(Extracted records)
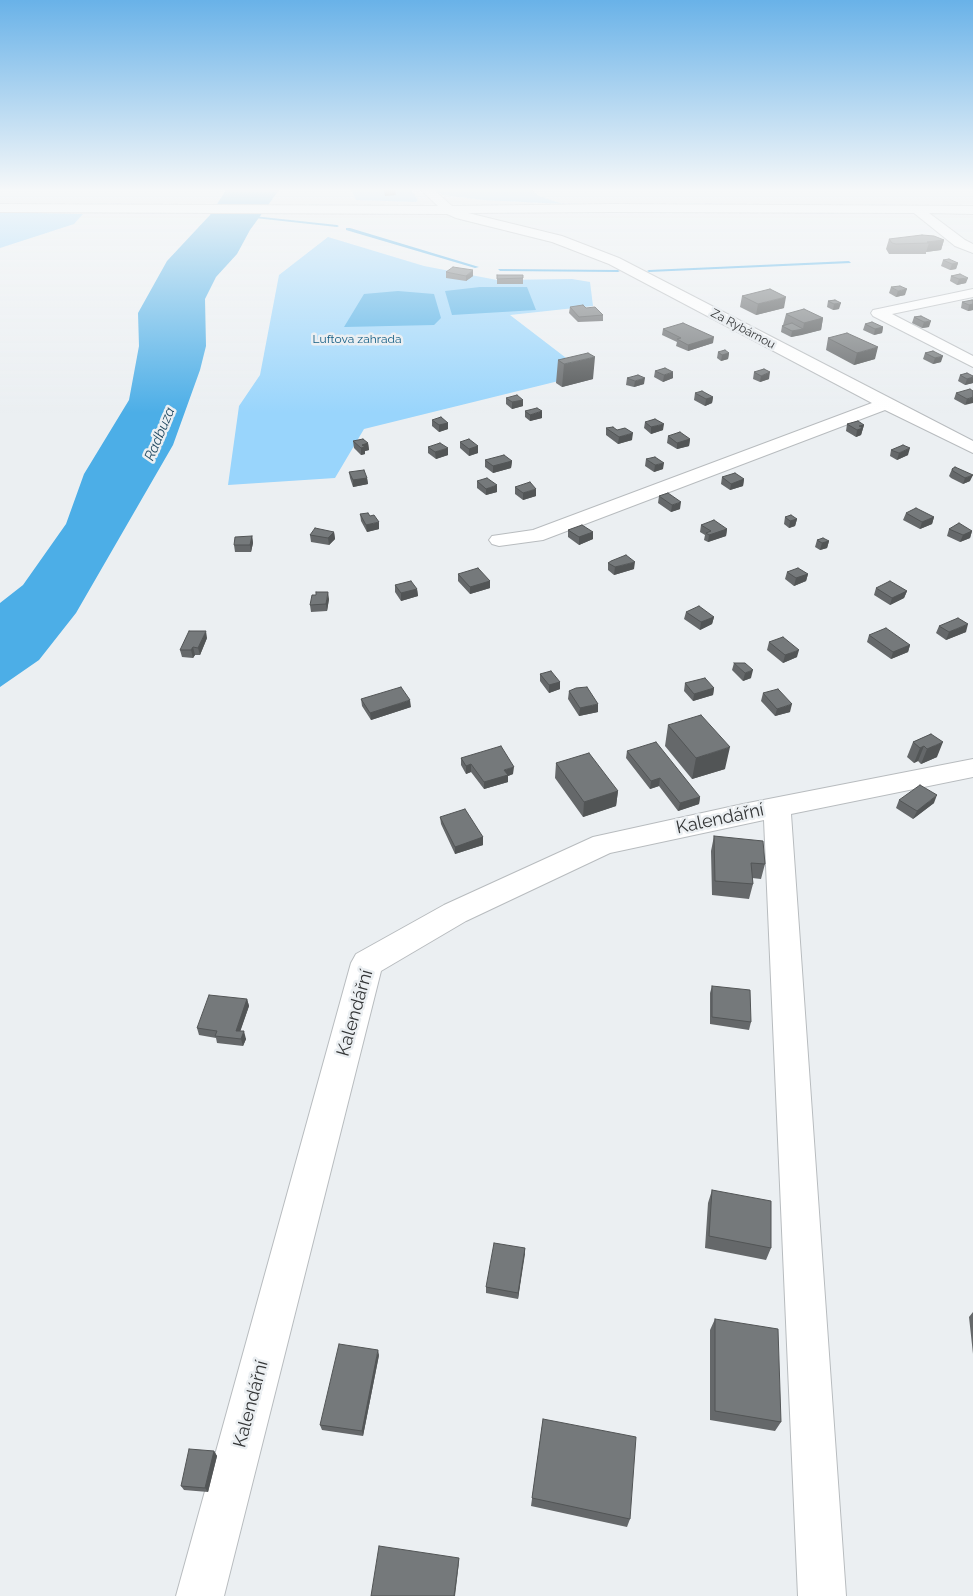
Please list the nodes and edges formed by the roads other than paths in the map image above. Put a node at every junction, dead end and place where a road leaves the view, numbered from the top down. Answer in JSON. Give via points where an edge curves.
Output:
{"nodes":[{"id":1,"x":621,"y":264,"type":"edge"},
{"id":2,"x":973,"y":294,"type":"edge"},
{"id":3,"x":973,"y":362,"type":"edge"},
{"id":4,"x":886,"y":404,"type":"junction"},
{"id":5,"x":973,"y":448,"type":"edge"},
{"id":6,"x":499,"y":540,"type":"dead end"},
{"id":7,"x":973,"y":768,"type":"edge"},
{"id":8,"x":777,"y":807,"type":"junction"},
{"id":9,"x":200,"y":1596,"type":"edge"},
{"id":10,"x":822,"y":1596,"type":"edge"}],
"edges":[{"from":1,"to":4,"type":"street","name":"Za Rybárnou"},
{"from":2,"to":3,"type":"street","via":[[878,313]]},
{"from":4,"to":5,"type":"street","name":"Za Rybárnou"},
{"from":4,"to":6,"type":"street","via":[[536,536]]},
{"from":7,"to":8,"type":"street","name":"Kalendářní"},
{"from":8,"to":9,"type":"street","name":"Kalendářní","via":[[603,844],[455,913],[367,963]]},
{"from":8,"to":10,"type":"street"}]}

WHAT IS BEING ASKED ->
Word for word, give back each entry from above, but skip any picture.

ANSWER BOX ->
Please list the nodes and edges formed by the roads other than paths in the map image above. Put a node at every junction, dead end and place where a road leaves the view, numbered from the top down. Answer in JSON. Give via points where an edge curves.
Output:
{"nodes":[{"id":1,"x":621,"y":264,"type":"edge"},
{"id":2,"x":973,"y":294,"type":"edge"},
{"id":3,"x":973,"y":362,"type":"edge"},
{"id":4,"x":886,"y":404,"type":"junction"},
{"id":5,"x":973,"y":448,"type":"edge"},
{"id":6,"x":499,"y":540,"type":"dead end"},
{"id":7,"x":973,"y":768,"type":"edge"},
{"id":8,"x":777,"y":807,"type":"junction"},
{"id":9,"x":200,"y":1596,"type":"edge"},
{"id":10,"x":822,"y":1596,"type":"edge"}],
"edges":[{"from":1,"to":4,"type":"street","name":"Za Rybárnou"},
{"from":2,"to":3,"type":"street","via":[[878,313]]},
{"from":4,"to":5,"type":"street","name":"Za Rybárnou"},
{"from":4,"to":6,"type":"street","via":[[536,536]]},
{"from":7,"to":8,"type":"street","name":"Kalendářní"},
{"from":8,"to":9,"type":"street","name":"Kalendářní","via":[[603,844],[455,913],[367,963]]},
{"from":8,"to":10,"type":"street"}]}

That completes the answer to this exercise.